La colaboración energética con el continente vecino permitiría a Europa disponer de un vector energético limpio y estable, reduciendo la dependencia del gas natural y y fortaleciendo la competitividad de su industria al garantizar suministros renovables a largo plazo.
Convertir el inmenso recurso solar del norte de África en hidrógeno exportable es la apuesta que puede redibujar la seguridad energética europea.
De Desertec al T-MED: lecciones para que esta vez funcione
La cooperación energética entre Europa y el norte de África no es una idea nueva. Iniciativas como el proyecto Desertec o el Plan Solar Mediterráneo intentaron, hace más de una década, desarrollar proyectos similares, pero chocaron con barreras económicas, regulatorias y geopolíticas que acabaron por frenarlas. Los costes de las renovables eran entonces mucho más altos y las condiciones políticas no estaban maduras.
El contexto actual es radicalmente distinto. La reducción drástica de los costes de la fotovoltaica y la eólica, la crisis energética desatada por la guerra en Ucrania y la imperiosa necesidad de independencia energética han transformado las reglas del juego. Además, la experiencia acumulada en la estructuración de grandes proyectos renovables y la disponibilidad de instrumentos financieros europeos —como los fondos Next Generation o los préstamos del BEI— facilitan la canalización de miles de millones hacia iniciativas que antes resultaban inviables.

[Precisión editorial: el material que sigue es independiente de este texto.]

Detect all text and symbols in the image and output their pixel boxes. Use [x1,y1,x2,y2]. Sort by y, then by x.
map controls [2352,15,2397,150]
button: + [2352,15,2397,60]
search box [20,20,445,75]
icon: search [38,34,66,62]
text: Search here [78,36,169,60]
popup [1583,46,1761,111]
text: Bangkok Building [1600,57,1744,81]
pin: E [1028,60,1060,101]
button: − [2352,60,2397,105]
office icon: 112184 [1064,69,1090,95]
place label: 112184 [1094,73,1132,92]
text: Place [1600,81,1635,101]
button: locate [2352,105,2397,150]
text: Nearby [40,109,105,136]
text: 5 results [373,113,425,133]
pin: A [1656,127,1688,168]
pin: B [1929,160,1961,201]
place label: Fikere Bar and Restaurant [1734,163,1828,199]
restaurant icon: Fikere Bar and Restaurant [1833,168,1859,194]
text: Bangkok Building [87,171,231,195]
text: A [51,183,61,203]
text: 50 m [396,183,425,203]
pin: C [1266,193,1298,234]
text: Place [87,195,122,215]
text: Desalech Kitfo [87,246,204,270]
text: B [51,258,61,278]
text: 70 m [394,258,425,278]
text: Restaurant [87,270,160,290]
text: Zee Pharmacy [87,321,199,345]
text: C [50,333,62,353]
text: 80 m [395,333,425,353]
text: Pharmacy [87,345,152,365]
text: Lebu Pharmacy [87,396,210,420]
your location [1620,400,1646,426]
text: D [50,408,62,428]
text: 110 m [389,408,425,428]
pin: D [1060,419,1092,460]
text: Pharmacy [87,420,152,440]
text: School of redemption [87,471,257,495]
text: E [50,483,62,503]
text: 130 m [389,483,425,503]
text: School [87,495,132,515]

La Taxonomía Verde europea proporciona, además, un marco claro para certificar qué inversiones son sostenibles, atrayendo capital institucional.
La dimensión social del plan refuerza su viabilidad: la formación o recualificación de más de 100.000 trabajadores antes de 2035 en ámbitos como energías renovables, mantenimiento de infraestructuras, fabricación tecnológica y gestión energética busca garantizar que haya profesionales cualificados a ambos lados del Mediterráneo. Un factor que, según la Comisión, será determinante para el éxito de los proyectos.
🌍 El Impacto Real para el Futuro
- Beneficio medible: 15 GW de nueva capacidad renovable que sustituirán generación fósil, evitando millones de toneladas de CO2 y reduciendo la dependencia del gas.
- Modelo que cambia: La importación de hidrógeno verde y electricidad renovable desde el norte de África reemplaza el modelo tradicional de dependencia de combustibles fósiles importados, avanzando hacia una seguridad energética compartida y diversificada.
- Para las próximas generaciones: La cooperación energética con el norte de África acelera la descarbonización y sienta las bases de una economía más limpia y equitativa, con empleo cualificado y desarrollo industrial a ambos lados del Mediterráneo.